XXXI Domingo del Tiempo Ordinario. Ciclo C
Fecha: 28/10/2004. Publicado en: Semanario Alfa y Omega 422
Lucas 19, 1-10
En aquel tiempo, entró Jesús en Jericó y atravesaba la ciudad.
Un hombre llamado Zaqueo, jefe de publicanos y rico, trataba de distinguir quién era Jesús, pero la gente se lo impedía, porque era bajo de estatura. Corrió más adelante y se subió a una higuera, para verlo, porque tenía que pasar por allí.
Jesús, al llegar a aquel sitio, levantó los ojos y dijo:
«Zaqueo, baja en seguida, porque hoy tengo que alojarme en tu casa.»
Él bajó en seguida y lo recibió muy contento.
Al ver esto, todos murmuraban, diciendo:
«Ha entrado a hospedarse en casa de un pecador.»
Pero Zaqueo se puso en pie y dijo al Señor:
«Mira, la mitad de mis bienes, Señor, se la doy a los pobres; y si de alguno me he aprovechado, le restituiré cuatro veces más.»
Jesús le contestó:
- «Hoy ha sido la salvación de esta casa; también éste es hijo de Abrahán.
Porque el Hijo del hombre ha venido a buscar y a salvar lo que estaba perdido.»
Entrar en la casa de un publicano, en el entorno de Jesús, era un escándalo, más incluso que entrar en la casa de un pagano. Ningún judío de bien lo hacía. Lo que llamamos publicanos en el evangelio es una figura social que hoy no existe. Pues no eran propiamente los recaudadores de impuestos de las sociedades modernas, que son funcionarios, sino una especie de empresarios especializados, que tenían arrendado por el imperio los impuestos indirectos, los que grababan las mercancías. Zaqueo era un hombre rico, sin duda, porque era el jefe de los publicanos de Jericó, y éstos cobraban los impuestos indirectos de una ciudad rica e importante. Él pagaba al imperio una vez al año la cantidad estipulada, y luego, durante el año, a las puertas de la ciudad, cargaba las tasas a las mercancías que entraban o salían de ella, de forma que pudiera recuperar lo pagado y hacer sus beneficios. Por eso tenían fama de ladrones, de cargar las tasas más de lo justo. Y, al igual que los pastores, y los jugadores de dados, y algunos otros oficios, en los que era prácticamente imposible devolver a sus dueños lo que se les hubiese robado, quien se hacía publicano era considerado, en realidad, un renegado, un apóstata. Nunca podría recibir el perdón de Dios, nunca podría reincorporarse a la comunidad judía.

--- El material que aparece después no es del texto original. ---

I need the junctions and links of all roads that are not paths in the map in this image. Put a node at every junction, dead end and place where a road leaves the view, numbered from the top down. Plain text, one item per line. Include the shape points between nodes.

«Zaqueo, baja, porque hoy quiero hospedarme en tu casa». Zaqueo era pequeño, y por eso se había subido a una higuera para ver a Jesús, de quien había oído hablar. Pero eso, eso sí que no se lo esperaba. Y sin embargo, como escribía un autor cristiano del siglo IV, «todo el motivo por el que el Hijo de Dios había descendido de aquella altura a la que el hombre no alcanza, es para que llegasen hasta Él pequeños publicanos como Zaqueo; y toda la razón por la que esa Naturaleza que no puede ser aprehendida se había revestido de un cuerpo, es para que pudiesen besar sus pies todos los labios, como hizo la pecadora». ¡Todo el motivo de la creación y de la redención, de la existencia del cosmos y de la cruz de Cristo, toda la razón de ser del mundo y de la libertad y de la Historia –también de tu historia y de mi historia, de tu ser y de mi ser– es para darse Dios a nosotros, y que nosotros podamos acogerle en nuestra casa, y ser acogidos por Él cuando nosotros le acogemos!
Porque ésa es la paradoja. «Quiero hospedarme en tu casa».

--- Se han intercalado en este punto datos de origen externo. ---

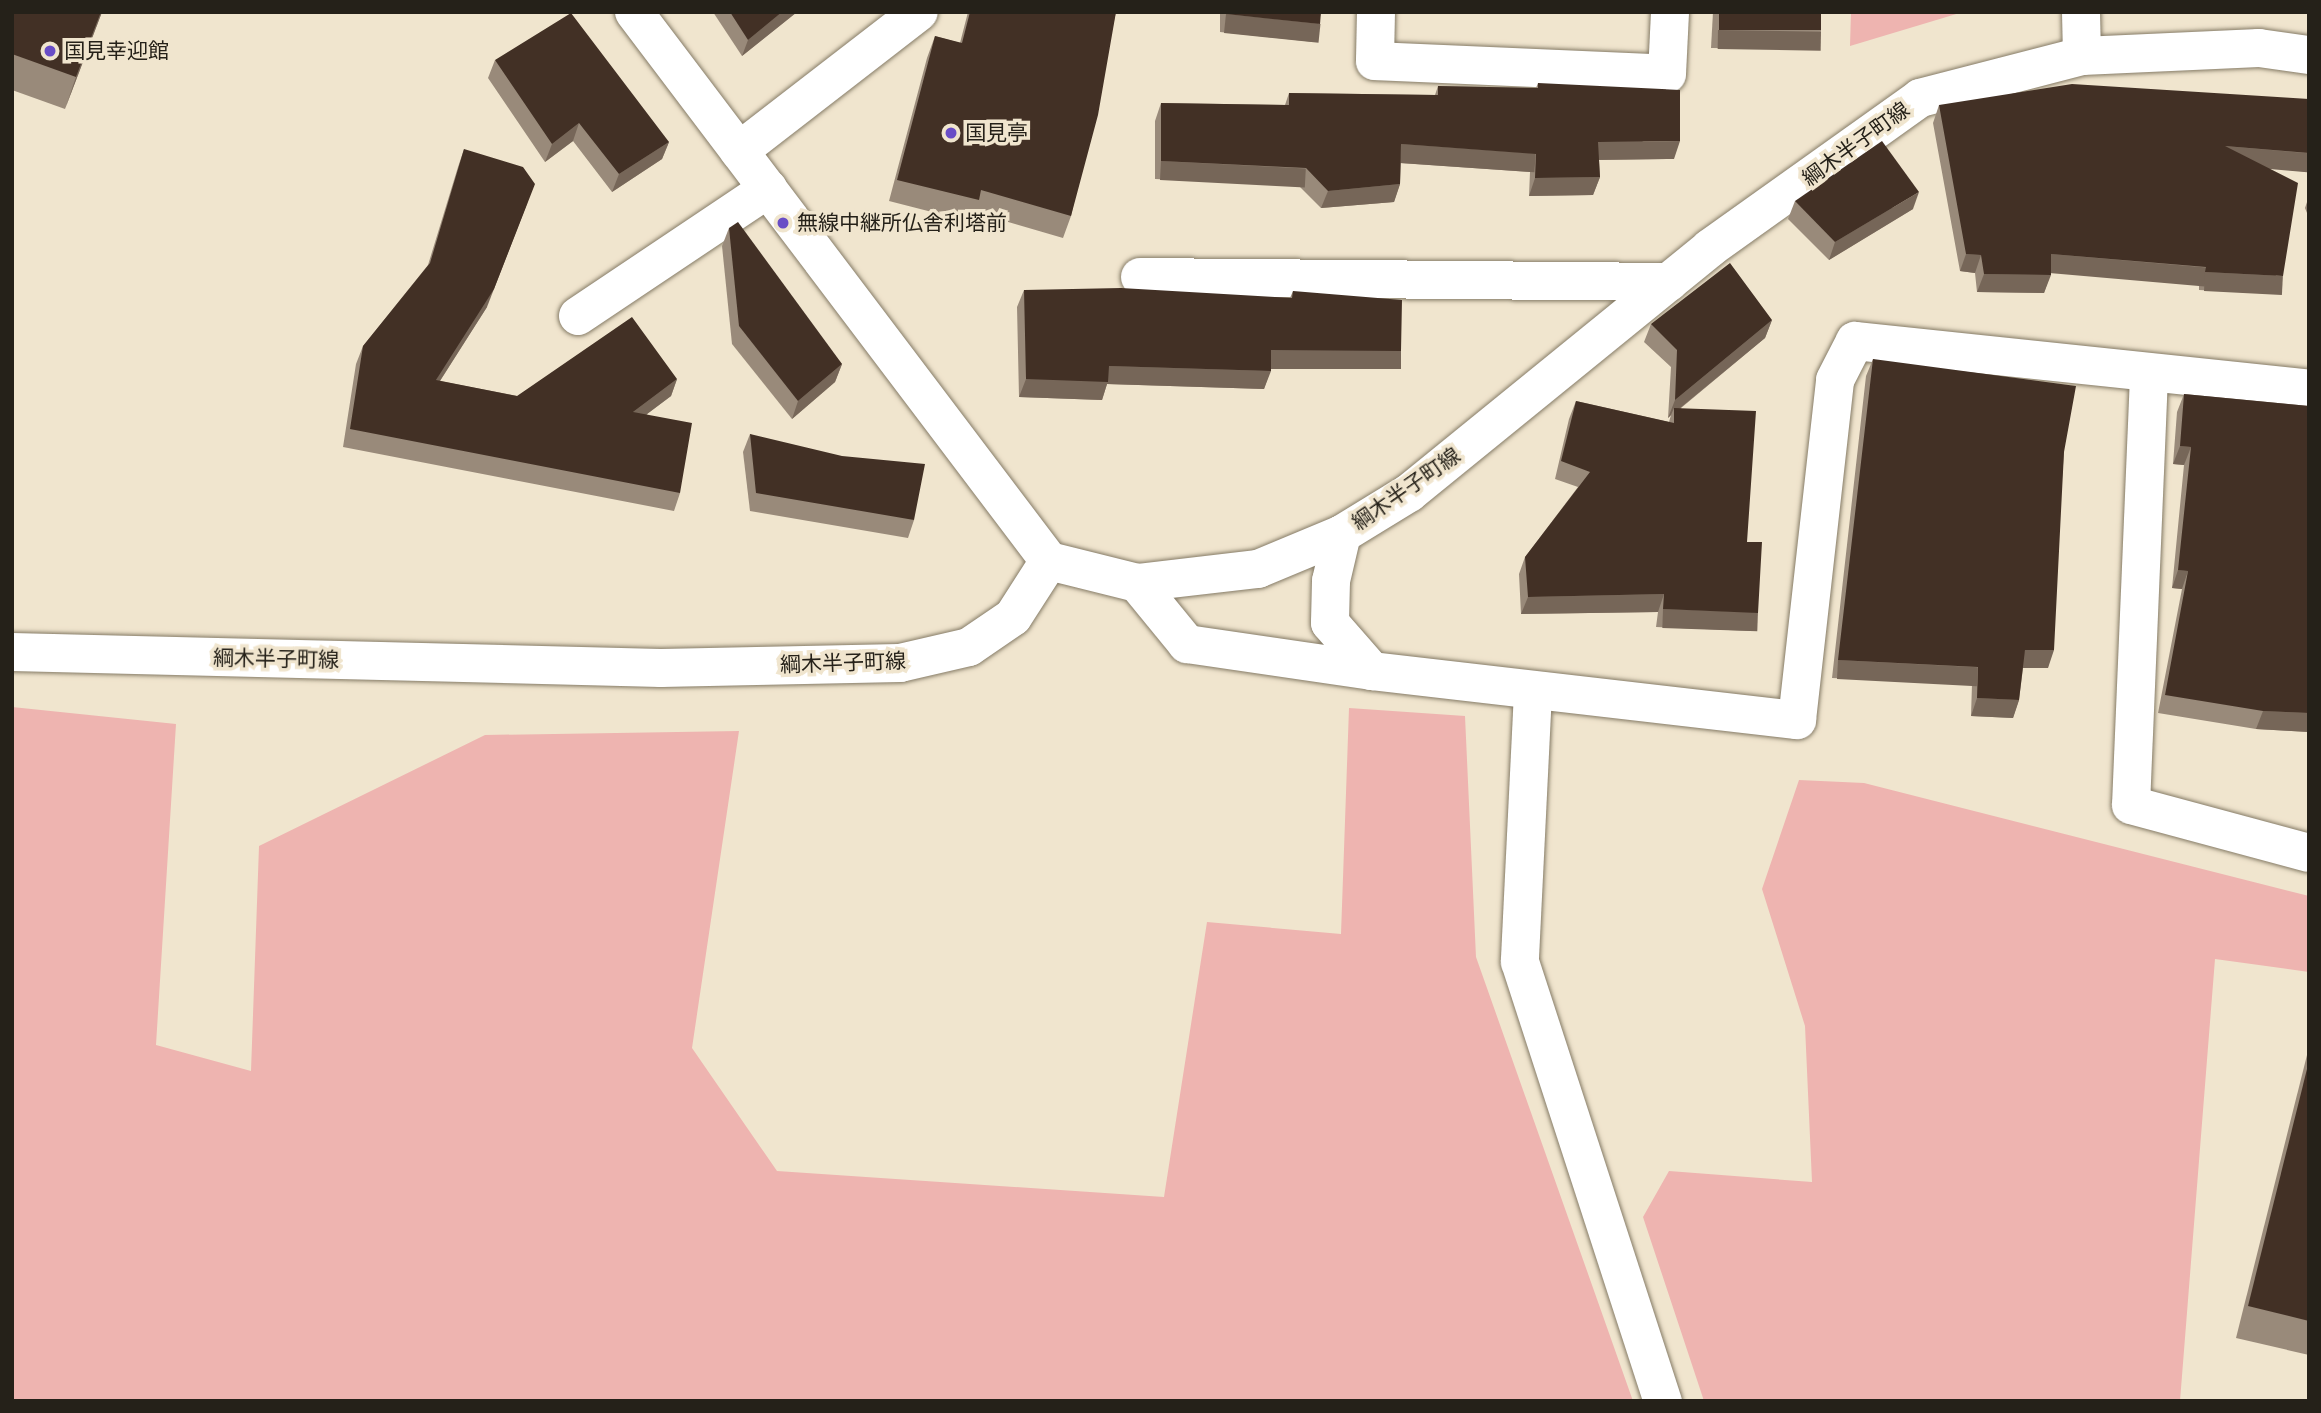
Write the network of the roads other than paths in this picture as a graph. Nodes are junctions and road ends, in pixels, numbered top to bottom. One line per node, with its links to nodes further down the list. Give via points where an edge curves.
1 (634, 12): 8 (street)
2 (919, 12): 8 (street)
3 (1376, 12): 4 (street, via 1375,61 1667,74)
4 (1670, 12)
5 (2081, 12): 7 (street)
6 (2309, 55): 7 (street, 綱木半子町線, via 2259,48)
7 (2082, 56): 11 (street, 綱木半子町線, via 1920,98)
8 (739, 151): 9 (street)
9 (768, 189): 12 (street); 16 (street)
10 (1140, 276): 11 (street)
11 (1669, 282): 15 (street, 綱木半子町線, via 1409,493)
12 (579, 316)
13 (2149, 376): 14 (street); 20 (street, via 1855,341 1835,380 1797,720); 21 (street, via 2131,805)
14 (2309, 389)
15 (1342, 534): 17 (street, 綱木半子町線, via 1258,569); 19 (street, via 1331,581 1330,624)
16 (1049, 561): 17 (street, 綱木半子町線); 18 (street, 綱木半子町線, via 1013,617 969,647 900,663 662,668)
17 (1138, 583): 19 (street, via 1187,644)
18 (12, 652)
19 (1372, 671): 20 (street)
20 (1532, 692): 22 (street, via 1520,962)
21 (2309, 853)
22 (1663, 1401)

¿Cómo podría, Señor, dejar de alabarte? ¿Cómo podría dejar de darte gracias? Sin haberlo pedido, sin merecerlo, me has llamado a la vida, me has dado el ser. Sin buscarlo, en la Iglesia, me has hecho hijo tuyo, para comunicarte y darte a mí, y hacerme partícipe de tu vida, de tu mesa, y de la herencia de tu reino. Y luego, cuando me extravié, cuando me fui de casa, me has esperado siempre, con los brazos abiertos, con la música lista y el ternero cebado. «Deberías alegrarte, porque este hijo mío estaba muerto, y ha vuelto a la vida; estaba perdido, y lo hemos encontrado».